Réponse de la Duchesse d’Aumont au Marquis de Biran.


Je ne sais à quoi attribuer les sentiments que j’ai pour vous. Je sais bien que je ne vous aime pas assez pour dire que votre déclaration me plaît ; mais aussi je ne vous hais pas assez pour m’en offenser. Après m’être bien examinée, je ne puis croire autre chose sinon qu’il entre un peu de vanité dans mon fait. Je sens que je serois ravie de faire dire que vous seriez devenu honnête homme auprès de moi. C’est donc à vous à voir si vous voulez changer de vie, car sans cela je ne saurois me résoudre à vous voir, et je vous dirois franchement que vous pouvez prendre parti ailleurs.
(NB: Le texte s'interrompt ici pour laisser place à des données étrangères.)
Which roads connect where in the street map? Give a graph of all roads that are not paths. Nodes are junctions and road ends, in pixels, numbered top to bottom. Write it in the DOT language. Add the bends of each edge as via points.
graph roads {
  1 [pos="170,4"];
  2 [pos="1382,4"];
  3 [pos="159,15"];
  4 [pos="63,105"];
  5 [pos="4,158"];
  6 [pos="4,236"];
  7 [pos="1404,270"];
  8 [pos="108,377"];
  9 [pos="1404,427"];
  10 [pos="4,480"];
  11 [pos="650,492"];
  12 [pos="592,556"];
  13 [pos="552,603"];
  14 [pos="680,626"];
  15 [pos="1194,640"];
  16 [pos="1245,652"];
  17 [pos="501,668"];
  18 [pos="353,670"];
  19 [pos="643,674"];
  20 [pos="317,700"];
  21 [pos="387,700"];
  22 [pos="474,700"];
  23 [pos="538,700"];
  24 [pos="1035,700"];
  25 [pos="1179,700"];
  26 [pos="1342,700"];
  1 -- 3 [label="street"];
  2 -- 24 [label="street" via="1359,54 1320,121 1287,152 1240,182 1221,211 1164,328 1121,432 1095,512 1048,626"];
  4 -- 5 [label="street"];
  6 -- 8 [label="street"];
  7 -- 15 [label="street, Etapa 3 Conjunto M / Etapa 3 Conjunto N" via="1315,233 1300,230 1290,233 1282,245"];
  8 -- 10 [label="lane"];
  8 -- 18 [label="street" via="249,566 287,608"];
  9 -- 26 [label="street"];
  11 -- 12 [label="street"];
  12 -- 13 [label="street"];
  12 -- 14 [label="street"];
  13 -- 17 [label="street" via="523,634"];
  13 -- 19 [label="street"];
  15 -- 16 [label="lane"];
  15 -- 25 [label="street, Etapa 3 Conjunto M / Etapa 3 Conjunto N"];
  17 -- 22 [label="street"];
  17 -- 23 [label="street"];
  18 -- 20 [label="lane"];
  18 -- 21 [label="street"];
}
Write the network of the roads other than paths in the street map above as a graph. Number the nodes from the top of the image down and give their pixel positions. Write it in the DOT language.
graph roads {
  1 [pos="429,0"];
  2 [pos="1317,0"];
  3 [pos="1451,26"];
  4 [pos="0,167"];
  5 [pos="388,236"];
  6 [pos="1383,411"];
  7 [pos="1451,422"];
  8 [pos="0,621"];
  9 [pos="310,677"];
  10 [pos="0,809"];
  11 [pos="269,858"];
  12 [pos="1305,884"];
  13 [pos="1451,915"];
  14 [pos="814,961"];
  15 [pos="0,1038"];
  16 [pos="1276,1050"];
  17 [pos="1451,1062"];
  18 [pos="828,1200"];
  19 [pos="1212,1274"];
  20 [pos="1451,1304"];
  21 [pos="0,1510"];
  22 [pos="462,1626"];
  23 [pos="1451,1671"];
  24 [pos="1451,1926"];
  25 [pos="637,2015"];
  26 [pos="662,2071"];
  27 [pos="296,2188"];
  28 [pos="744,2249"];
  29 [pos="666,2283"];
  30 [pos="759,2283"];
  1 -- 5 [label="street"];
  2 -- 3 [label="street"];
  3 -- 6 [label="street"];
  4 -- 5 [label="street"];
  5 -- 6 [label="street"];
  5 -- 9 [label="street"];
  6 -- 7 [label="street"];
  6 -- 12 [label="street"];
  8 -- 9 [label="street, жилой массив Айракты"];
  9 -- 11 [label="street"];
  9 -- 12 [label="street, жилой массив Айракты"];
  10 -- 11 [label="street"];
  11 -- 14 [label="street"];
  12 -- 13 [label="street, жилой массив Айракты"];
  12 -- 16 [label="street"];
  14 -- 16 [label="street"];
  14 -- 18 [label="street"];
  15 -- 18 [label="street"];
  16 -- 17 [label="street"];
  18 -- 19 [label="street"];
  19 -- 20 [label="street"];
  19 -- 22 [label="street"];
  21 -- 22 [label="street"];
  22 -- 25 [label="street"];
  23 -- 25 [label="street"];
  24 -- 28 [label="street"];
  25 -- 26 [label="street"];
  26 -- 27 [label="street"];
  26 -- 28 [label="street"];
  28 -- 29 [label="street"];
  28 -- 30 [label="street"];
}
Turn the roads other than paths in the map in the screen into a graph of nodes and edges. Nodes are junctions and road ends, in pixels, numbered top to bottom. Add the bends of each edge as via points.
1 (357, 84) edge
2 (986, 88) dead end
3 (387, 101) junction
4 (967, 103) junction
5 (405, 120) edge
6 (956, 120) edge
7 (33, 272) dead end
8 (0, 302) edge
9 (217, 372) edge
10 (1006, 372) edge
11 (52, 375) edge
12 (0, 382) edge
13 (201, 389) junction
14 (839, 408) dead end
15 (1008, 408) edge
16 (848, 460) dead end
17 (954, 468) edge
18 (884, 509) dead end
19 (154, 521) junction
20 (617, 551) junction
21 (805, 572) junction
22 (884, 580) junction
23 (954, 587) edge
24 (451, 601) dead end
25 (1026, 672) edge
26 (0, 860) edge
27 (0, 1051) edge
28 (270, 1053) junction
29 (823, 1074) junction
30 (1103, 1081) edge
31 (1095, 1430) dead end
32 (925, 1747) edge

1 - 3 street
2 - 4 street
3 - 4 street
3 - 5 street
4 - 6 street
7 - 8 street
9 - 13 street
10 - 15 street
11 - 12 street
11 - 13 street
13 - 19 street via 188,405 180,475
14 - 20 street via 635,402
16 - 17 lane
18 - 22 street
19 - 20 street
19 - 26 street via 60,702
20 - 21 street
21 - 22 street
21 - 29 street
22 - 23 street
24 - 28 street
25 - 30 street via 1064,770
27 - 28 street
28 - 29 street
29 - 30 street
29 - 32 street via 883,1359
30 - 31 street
C’en étoit assez dire à un homme intelligent pour lui faire voir qu’il étoit heureux. Aussi Biran ne manqua pas de lui aller assurer à l’heure même qu’il ne vouloit plus vivre que de la manière qu’elle lui ordonneroit. Cependant, comme il étoit jeune, et qu’auprès d’une belle femme son tempérament le rendoit toujours amoureux, il s’exprima avec tant d’agrément, qu’après qu’elle eut tiré promesse qu’il seroit plus discret qu’il n’avoit été avec les autres, elle lui permit d’espérer.